Hey, thanks for the question! Unfortunately ~12 seconds per message is about the expected time assuming you are using openAI models. For some broader context: the add_episode method does quite a bit to ingest new data. It extracts entities from the current message based on context, it summarizes entities, and it extracts facts between those entities. It also extracts any temporal information about these facts (a date range of when they were true). In addition, it searches the graph for similar entities and facts and deduplicates them, and combines any summary information from the duplicated summaries. It also determines if any facts invalidate other facts about the same entities.

So all that being said, there is quite a few things going on and LLMs aren't particularly fast. We have done some work to optimize the latency of the add_episode method and definitely intend to do more into the future.

Now, some things that might help you in your use of Graphiti today. In our implementation of Graphiti at Zep we use low-latency LLM providers and self-hosted models to speed up inference time. We also recommend using smaller LLMs if you can, we optimize our prompts for LLMs around the size of get-4o-mini and Llama 3.1 70B.

It sounds like your use case is for conversations, and so you should probably use group_id fields for your graph. Think of each group_id as a separate subgraph, so you can have one for each separate user. You can run add_episode calls with different group_ids in parallel without anything slowing down. So basically, you could run 10 conversations for unique users in parallel and it would take the same 2 minutes for those 10 messages.

Furthermore, in a production environment its standard practice to keep the last few messages in context for a chatbot, and that should still provide plenty of time for those messages to be processed into the graph before they fall out of the context window.

Our general strategy for Graphiti is to do as much work and calculate as many artifacts on ingest as possible, as this can have a higher latency without effecting production use cases. The flip side of this is that our retrieval from the graph through our search methods are quite fast, and that is an area where users tend to be more latency sensitive, as they often need Graphiti's content to begin any LLM business logic or agent flows.

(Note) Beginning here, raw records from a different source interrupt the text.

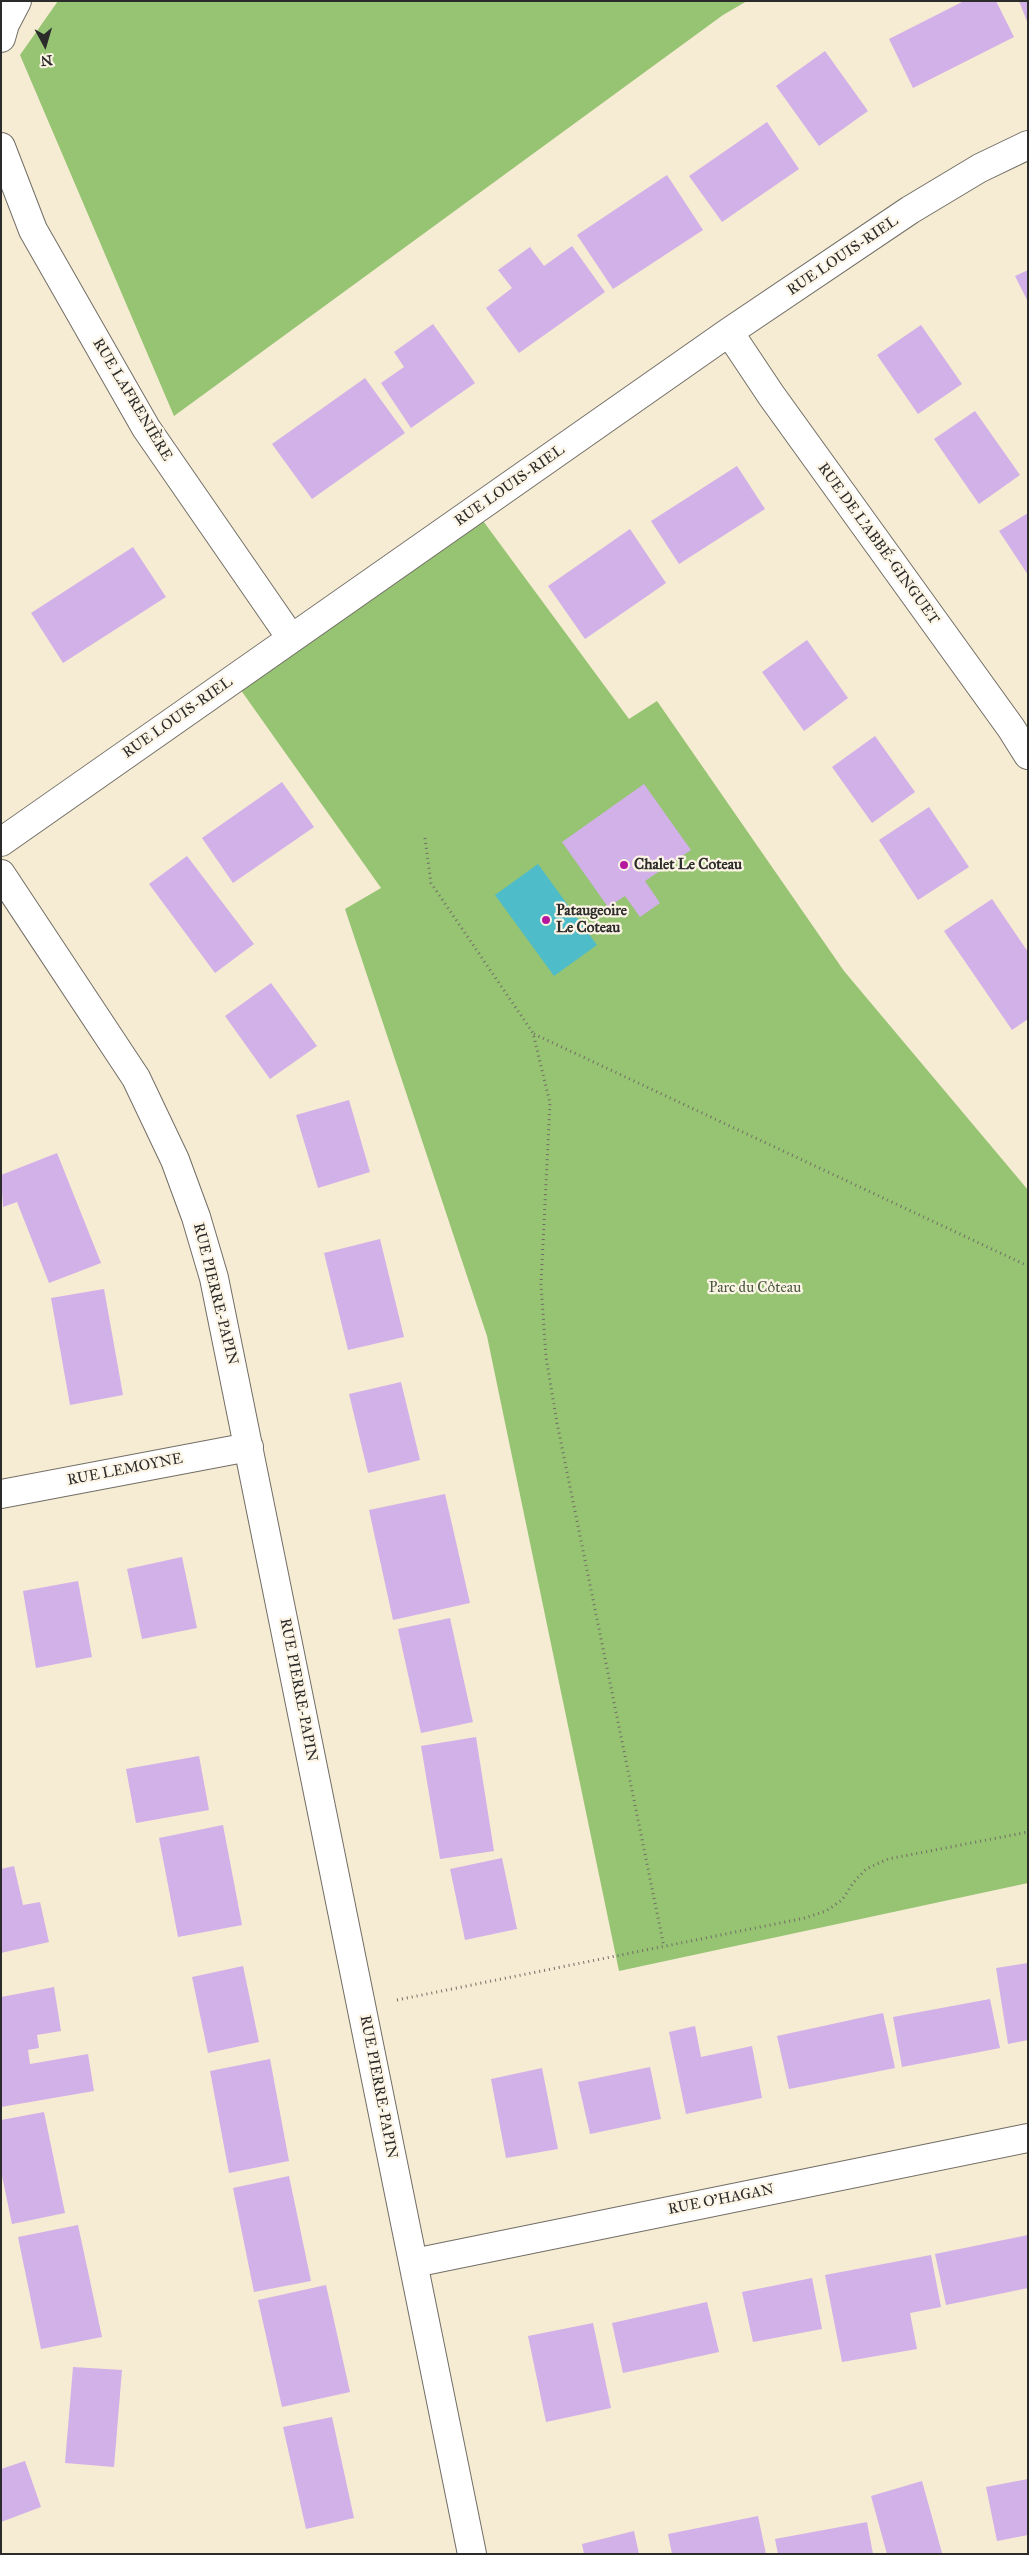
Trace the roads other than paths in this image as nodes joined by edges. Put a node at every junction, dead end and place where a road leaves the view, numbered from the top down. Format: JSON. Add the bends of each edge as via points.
{"nodes":[{"id":1,"x":16,"y":1,"type":"edge"},
{"id":2,"x":1,"y":38,"type":"edge"},
{"id":3,"x":1028,"y":145,"type":"edge"},
{"id":4,"x":1,"y":147,"type":"edge"},
{"id":5,"x":729,"y":332,"type":"junction"},
{"id":6,"x":291,"y":638,"type":"junction"},
{"id":7,"x":1019,"y":722,"type":"edge"},
{"id":8,"x":1028,"y":755,"type":"edge"},
{"id":9,"x":1,"y":842,"type":"edge"},
{"id":10,"x":1,"y":874,"type":"edge"},
{"id":11,"x":248,"y":1447,"type":"junction"},
{"id":12,"x":1,"y":1494,"type":"edge"},
{"id":13,"x":1028,"y":2138,"type":"edge"},
{"id":14,"x":414,"y":2263,"type":"junction"},
{"id":15,"x":472,"y":2554,"type":"edge"}],
"edges":[{"from":1,"to":2,"type":"street"},
{"from":3,"to":5,"type":"street","name":"RUE LOUIS-RIEL","via":[[980,168],[910,210]]},
{"from":4,"to":6,"type":"street","name":"RUE LAFRENIÈRE","via":[[33,230],[146,428]]},
{"from":5,"to":6,"type":"street","name":"RUE LOUIS-RIEL"},
{"from":5,"to":7,"type":"street","name":"RUE DE L'ABBÉ-GINGUET","via":[[771,395]]},
{"from":6,"to":9,"type":"street","name":"RUE LOUIS-RIEL"},
{"from":7,"to":8,"type":"street","name":"RUE DE L'ABBÉ-GINGUET"},
{"from":10,"to":11,"type":"street","name":"RUE PIERRE-PAPIN","via":[[136,1078],[159,1122],[196,1217],[214,1278]]},
{"from":11,"to":12,"type":"street","name":"RUE LEMOYNE"},
{"from":11,"to":14,"type":"street","name":"RUE PIERRE-PAPIN"},
{"from":13,"to":14,"type":"street","name":"RUE O'HAGAN"},
{"from":14,"to":15,"type":"street","name":"RUE PIERRE-PAPIN"}]}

elimydlarz commented 1 week ago

Thanks heaps for the explanation 🙏

I don't really want to partition by user - in this case the agent is having conversations with prospective sellers on one hand and buyers on the other, so it needs access to dialog with the seller when talking to the buyer, in order to answer questions and make recommendations.

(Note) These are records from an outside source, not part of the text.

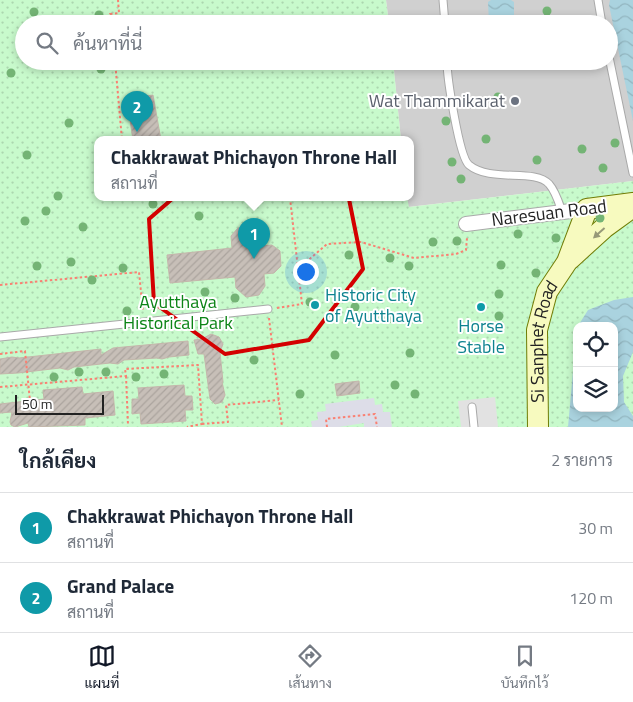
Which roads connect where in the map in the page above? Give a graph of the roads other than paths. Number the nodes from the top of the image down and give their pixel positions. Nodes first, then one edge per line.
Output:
1 (443, 0) edge
2 (598, 0) edge
3 (444, 15) edge
4 (600, 15) edge
5 (447, 70) edge
6 (612, 70) edge
7 (633, 173) edge
8 (633, 203) edge
9 (633, 207) edge
10 (587, 209) junction
11 (562, 212) junction
12 (466, 224) road end
13 (567, 262) junction
14 (268, 309) road end
15 (0, 337) edge
16 (472, 407) dead end
17 (474, 427) edge
18 (538, 427) edge

1 - 3 lane
2 - 4 lane
5 - 11 lane
6 - 7 lane
8 - 10 street, Naresuan Road
9 -> 13 street, Si Sanphet Road
10 - 11 street, Naresuan Road
10 - 13 street, Si Sanphet Road
11 - 12 street, Naresuan Road
13 - 18 street, Si Sanphet Road
14 - 15 lane
16 - 17 lane

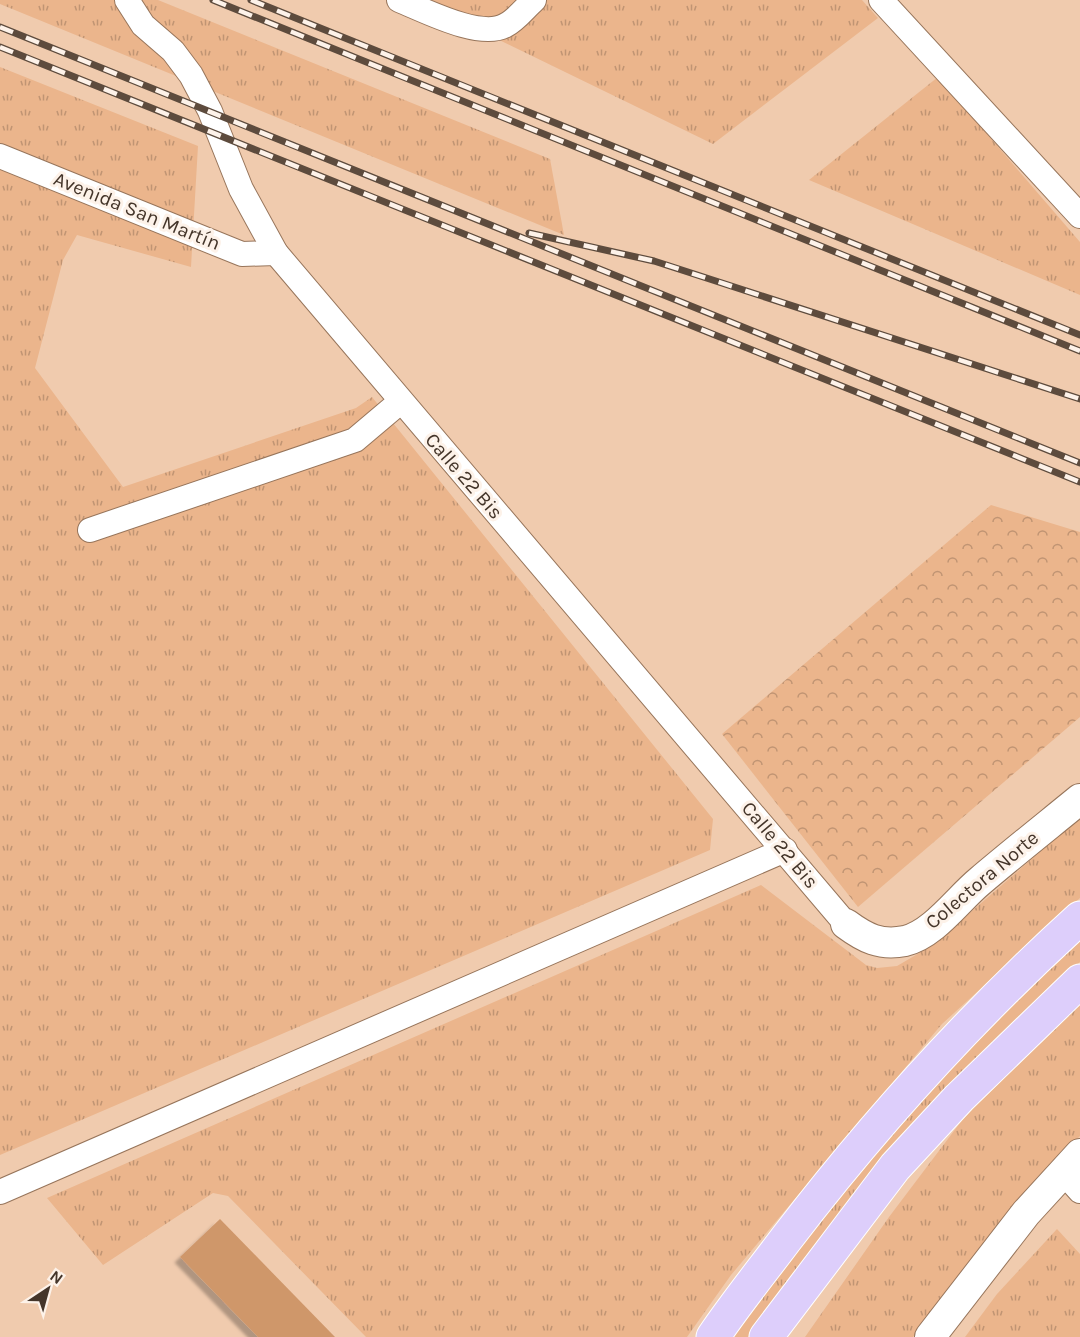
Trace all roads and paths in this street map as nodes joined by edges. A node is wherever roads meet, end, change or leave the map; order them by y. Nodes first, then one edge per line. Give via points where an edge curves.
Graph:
1 (127, 0) edge
2 (399, 0) edge
3 (534, 0) edge
4 (881, 0) edge
5 (0, 156) edge
6 (1075, 200) edge
7 (276, 254) junction
8 (400, 402) junction
9 (90, 530) dead end
10 (1080, 798) edge
11 (785, 850) junction
12 (1080, 918) edge
13 (846, 924) joint
14 (1080, 981) edge
15 (1074, 1172) edge
16 (0, 1192) edge
17 (713, 1337) edge
18 (766, 1337) edge
19 (930, 1337) edge

1 - 7 street, Calle 22 Bis via 143,25 173,51 191,75 241,189
2 - 3 street via 488,31 506,26
4 - 6 street
5 - 7 street, Avenida San Martín via 242,254
7 - 8 street, Calle 22 Bis
8 - 9 street via 355,440
8 - 11 street, Calle 22 Bis
10 - 13 street, Colectora Norte via 929,927 908,940 884,944 863,937
11 - 13 street, Calle 22 Bis
11 - 16 street
12 - 17 main road via 881,1120 832,1178
14 - 18 main road via 959,1098 895,1167
15 - 19 street via 1026,1213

If latency is high, what about throughput? Can many different sets of messages be added concurrently, or is there a single stream of messages being written sequentially?

prasmussen15 commented 1 week ago

Partitioning by user was an example, you can create a partition for any subgraph that you want, you'll just have to define a group_id for each partition. Does it make sense to have a group_id for each pair of buyer and seller? So if I have 2 buyers and 2 sellers I'd have 4 group_ids? buyer0 <-group_id_00-> seller0 buyer0 <-group_id_01-> seller1 buyer1 <-group_id_10-> seller0 buyer1 <-group_id_11-> seller1

I'm assuming you don't want information leakage between these conversations as they should be private for each pair? Because Graphiti is temporally aware, there is only a single stream per group_id, but you can freely add episodes from different group_id's in parallel. We are working on a bulk add_episode process but it isn't ready yet, as it gets complex to preserve the temporal order of events when adding in bulk.

With only two participants in a conversation I don't think the throughput should be an issue though. You will likely keep 3-5 messages I the context window for your LLM anyways, which should give the graph plenty of time to update with the new data before the information drops out of the context window. And the search side of things will be comparatively fast so it won't add like ~15 seconds to your app's response time.